#### Saved data entries:
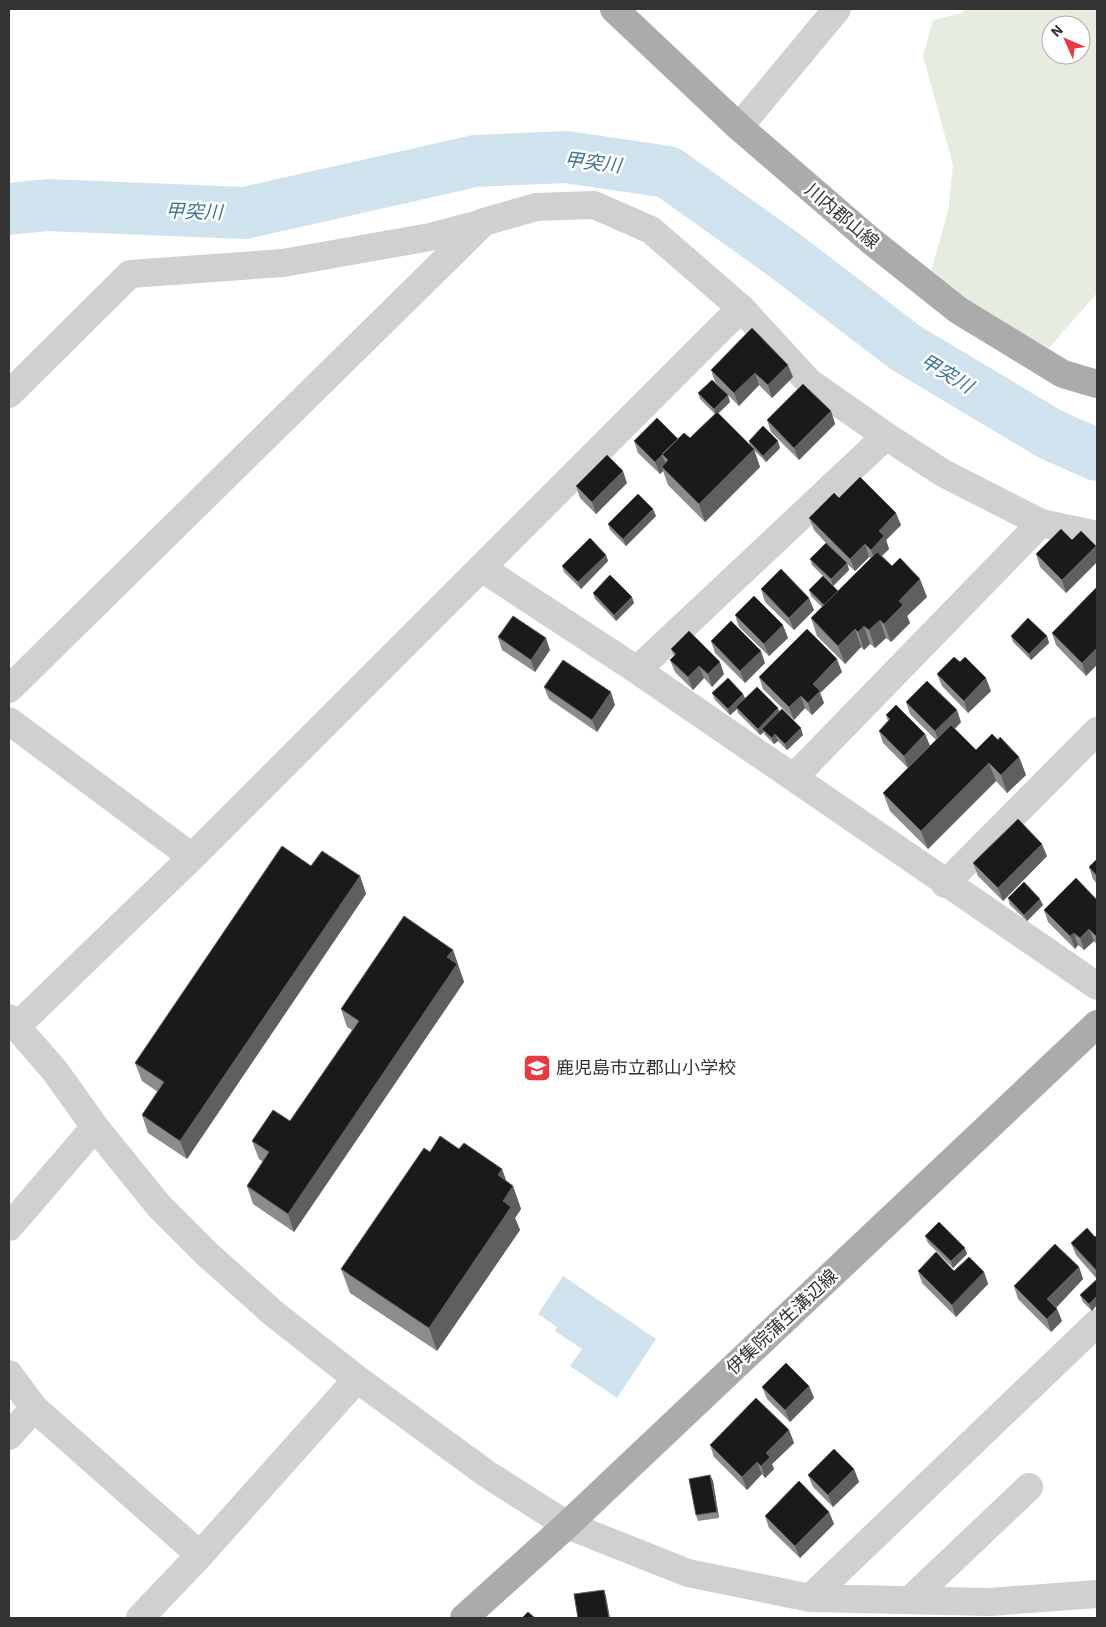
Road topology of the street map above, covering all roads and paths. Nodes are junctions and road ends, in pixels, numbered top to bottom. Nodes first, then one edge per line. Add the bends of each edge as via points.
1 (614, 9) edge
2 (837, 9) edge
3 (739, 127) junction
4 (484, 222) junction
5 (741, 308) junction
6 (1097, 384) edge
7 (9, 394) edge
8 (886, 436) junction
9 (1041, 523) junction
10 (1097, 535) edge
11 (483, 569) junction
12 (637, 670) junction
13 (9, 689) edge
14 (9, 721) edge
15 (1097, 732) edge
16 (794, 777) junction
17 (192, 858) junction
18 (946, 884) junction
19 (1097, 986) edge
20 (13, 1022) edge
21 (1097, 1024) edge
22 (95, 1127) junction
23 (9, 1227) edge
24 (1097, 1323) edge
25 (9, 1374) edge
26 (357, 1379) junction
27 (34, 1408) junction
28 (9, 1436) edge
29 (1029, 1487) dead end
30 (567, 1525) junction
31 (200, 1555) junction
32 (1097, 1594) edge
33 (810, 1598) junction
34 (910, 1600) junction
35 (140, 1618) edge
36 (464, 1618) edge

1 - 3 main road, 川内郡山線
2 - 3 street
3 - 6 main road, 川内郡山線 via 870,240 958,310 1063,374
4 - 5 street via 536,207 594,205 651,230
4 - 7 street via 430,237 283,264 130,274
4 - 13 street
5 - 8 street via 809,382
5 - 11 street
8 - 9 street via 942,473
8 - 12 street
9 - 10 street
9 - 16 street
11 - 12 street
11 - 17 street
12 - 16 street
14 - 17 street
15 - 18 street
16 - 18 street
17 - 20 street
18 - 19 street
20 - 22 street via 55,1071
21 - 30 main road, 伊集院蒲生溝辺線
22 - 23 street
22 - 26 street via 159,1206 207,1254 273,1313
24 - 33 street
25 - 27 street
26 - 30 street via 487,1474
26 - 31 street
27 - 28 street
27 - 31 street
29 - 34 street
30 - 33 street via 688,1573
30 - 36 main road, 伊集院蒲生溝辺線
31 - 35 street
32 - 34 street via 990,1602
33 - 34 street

#### EXERCISE DETAILS:
The records above are to be duplicated exactly, pictures left out.

#### SOLUTION TO THIS TASK:
Road topology of the street map above, covering all roads and paths. Nodes are junctions and road ends, in pixels, numbered top to bottom. Nodes first, then one edge per line. Add the bends of each edge as via points.
1 (614, 9) edge
2 (837, 9) edge
3 (739, 127) junction
4 (484, 222) junction
5 (741, 308) junction
6 (1097, 384) edge
7 (9, 394) edge
8 (886, 436) junction
9 (1041, 523) junction
10 (1097, 535) edge
11 (483, 569) junction
12 (637, 670) junction
13 (9, 689) edge
14 (9, 721) edge
15 (1097, 732) edge
16 (794, 777) junction
17 (192, 858) junction
18 (946, 884) junction
19 (1097, 986) edge
20 (13, 1022) edge
21 (1097, 1024) edge
22 (95, 1127) junction
23 (9, 1227) edge
24 (1097, 1323) edge
25 (9, 1374) edge
26 (357, 1379) junction
27 (34, 1408) junction
28 (9, 1436) edge
29 (1029, 1487) dead end
30 (567, 1525) junction
31 (200, 1555) junction
32 (1097, 1594) edge
33 (810, 1598) junction
34 (910, 1600) junction
35 (140, 1618) edge
36 (464, 1618) edge

1 - 3 main road, 川内郡山線
2 - 3 street
3 - 6 main road, 川内郡山線 via 870,240 958,310 1063,374
4 - 5 street via 536,207 594,205 651,230
4 - 7 street via 430,237 283,264 130,274
4 - 13 street
5 - 8 street via 809,382
5 - 11 street
8 - 9 street via 942,473
8 - 12 street
9 - 10 street
9 - 16 street
11 - 12 street
11 - 17 street
12 - 16 street
14 - 17 street
15 - 18 street
16 - 18 street
17 - 20 street
18 - 19 street
20 - 22 street via 55,1071
21 - 30 main road, 伊集院蒲生溝辺線
22 - 23 street
22 - 26 street via 159,1206 207,1254 273,1313
24 - 33 street
25 - 27 street
26 - 30 street via 487,1474
26 - 31 street
27 - 28 street
27 - 31 street
29 - 34 street
30 - 33 street via 688,1573
30 - 36 main road, 伊集院蒲生溝辺線
31 - 35 street
32 - 34 street via 990,1602
33 - 34 street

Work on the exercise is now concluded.